___ Provided records

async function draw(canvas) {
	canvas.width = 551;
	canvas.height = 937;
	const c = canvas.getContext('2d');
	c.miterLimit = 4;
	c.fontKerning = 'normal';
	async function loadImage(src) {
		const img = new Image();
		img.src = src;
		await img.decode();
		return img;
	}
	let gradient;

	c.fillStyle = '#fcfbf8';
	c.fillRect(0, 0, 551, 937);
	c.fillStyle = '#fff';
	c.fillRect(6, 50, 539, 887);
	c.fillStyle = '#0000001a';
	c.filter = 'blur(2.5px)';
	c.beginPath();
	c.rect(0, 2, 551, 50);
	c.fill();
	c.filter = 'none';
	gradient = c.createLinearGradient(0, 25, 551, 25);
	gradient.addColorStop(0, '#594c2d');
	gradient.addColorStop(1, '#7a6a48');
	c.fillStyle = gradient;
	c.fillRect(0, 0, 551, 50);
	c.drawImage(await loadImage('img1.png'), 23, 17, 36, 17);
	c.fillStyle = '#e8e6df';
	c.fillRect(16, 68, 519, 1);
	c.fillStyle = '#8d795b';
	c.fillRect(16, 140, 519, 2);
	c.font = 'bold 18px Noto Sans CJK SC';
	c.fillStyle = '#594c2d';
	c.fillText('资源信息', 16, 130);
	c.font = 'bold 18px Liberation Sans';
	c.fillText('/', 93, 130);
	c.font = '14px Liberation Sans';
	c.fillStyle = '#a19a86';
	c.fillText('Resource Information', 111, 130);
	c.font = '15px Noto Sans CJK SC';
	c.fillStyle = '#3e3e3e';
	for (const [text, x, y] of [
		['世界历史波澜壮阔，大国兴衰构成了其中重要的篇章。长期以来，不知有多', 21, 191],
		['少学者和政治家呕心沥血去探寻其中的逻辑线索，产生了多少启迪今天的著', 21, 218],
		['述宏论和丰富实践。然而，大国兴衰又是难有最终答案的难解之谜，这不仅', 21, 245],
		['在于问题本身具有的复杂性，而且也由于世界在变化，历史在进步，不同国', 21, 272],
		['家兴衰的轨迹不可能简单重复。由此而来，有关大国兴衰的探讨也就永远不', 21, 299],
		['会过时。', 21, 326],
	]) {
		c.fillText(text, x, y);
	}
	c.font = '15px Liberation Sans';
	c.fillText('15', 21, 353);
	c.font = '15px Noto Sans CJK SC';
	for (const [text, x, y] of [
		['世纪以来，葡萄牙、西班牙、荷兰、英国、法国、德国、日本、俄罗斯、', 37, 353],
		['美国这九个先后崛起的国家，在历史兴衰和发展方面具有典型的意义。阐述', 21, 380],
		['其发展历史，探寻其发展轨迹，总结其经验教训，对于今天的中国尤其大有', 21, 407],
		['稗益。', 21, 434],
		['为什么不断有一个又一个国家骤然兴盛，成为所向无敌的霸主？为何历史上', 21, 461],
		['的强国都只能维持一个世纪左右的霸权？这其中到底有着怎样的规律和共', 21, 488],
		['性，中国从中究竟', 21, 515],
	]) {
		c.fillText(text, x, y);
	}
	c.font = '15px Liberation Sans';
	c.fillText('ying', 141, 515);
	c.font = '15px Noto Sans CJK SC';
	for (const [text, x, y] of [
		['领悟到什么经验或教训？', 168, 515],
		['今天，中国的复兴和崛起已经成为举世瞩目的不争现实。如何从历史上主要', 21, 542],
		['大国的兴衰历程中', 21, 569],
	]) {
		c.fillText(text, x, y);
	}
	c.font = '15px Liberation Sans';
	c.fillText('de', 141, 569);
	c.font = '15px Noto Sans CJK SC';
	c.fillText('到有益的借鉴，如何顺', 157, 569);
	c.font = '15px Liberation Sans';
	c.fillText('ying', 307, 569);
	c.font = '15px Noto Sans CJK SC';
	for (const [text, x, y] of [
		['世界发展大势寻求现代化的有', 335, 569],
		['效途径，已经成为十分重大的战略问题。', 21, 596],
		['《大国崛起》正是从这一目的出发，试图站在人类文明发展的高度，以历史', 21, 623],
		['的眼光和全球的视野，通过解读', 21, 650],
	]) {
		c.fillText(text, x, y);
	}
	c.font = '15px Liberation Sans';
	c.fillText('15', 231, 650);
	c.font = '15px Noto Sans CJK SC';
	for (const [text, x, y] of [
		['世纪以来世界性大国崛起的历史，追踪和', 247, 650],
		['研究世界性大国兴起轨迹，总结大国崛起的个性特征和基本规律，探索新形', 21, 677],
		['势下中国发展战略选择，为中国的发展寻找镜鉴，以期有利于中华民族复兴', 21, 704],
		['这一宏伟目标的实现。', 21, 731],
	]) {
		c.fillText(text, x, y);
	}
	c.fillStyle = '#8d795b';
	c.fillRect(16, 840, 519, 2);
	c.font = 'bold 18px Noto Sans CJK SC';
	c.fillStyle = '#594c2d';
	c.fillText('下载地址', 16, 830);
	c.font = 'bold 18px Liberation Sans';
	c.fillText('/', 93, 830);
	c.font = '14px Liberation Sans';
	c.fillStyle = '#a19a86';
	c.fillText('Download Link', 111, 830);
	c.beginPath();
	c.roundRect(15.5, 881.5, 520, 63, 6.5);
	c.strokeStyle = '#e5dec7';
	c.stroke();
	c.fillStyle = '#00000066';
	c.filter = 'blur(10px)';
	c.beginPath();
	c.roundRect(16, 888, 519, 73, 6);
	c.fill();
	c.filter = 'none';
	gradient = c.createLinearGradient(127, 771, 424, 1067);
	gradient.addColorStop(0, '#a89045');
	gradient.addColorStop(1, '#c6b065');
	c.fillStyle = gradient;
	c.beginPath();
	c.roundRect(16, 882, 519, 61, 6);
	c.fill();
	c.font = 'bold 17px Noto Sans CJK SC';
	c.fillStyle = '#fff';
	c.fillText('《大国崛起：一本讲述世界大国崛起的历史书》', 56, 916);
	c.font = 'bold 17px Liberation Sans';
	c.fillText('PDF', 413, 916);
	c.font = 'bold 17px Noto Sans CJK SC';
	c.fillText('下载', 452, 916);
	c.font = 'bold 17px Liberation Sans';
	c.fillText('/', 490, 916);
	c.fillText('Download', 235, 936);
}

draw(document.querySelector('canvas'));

______

## Goal of the exercise
With the data above as the source, tally the lines that include the string "ying", and give that figure alone.

## Your response
2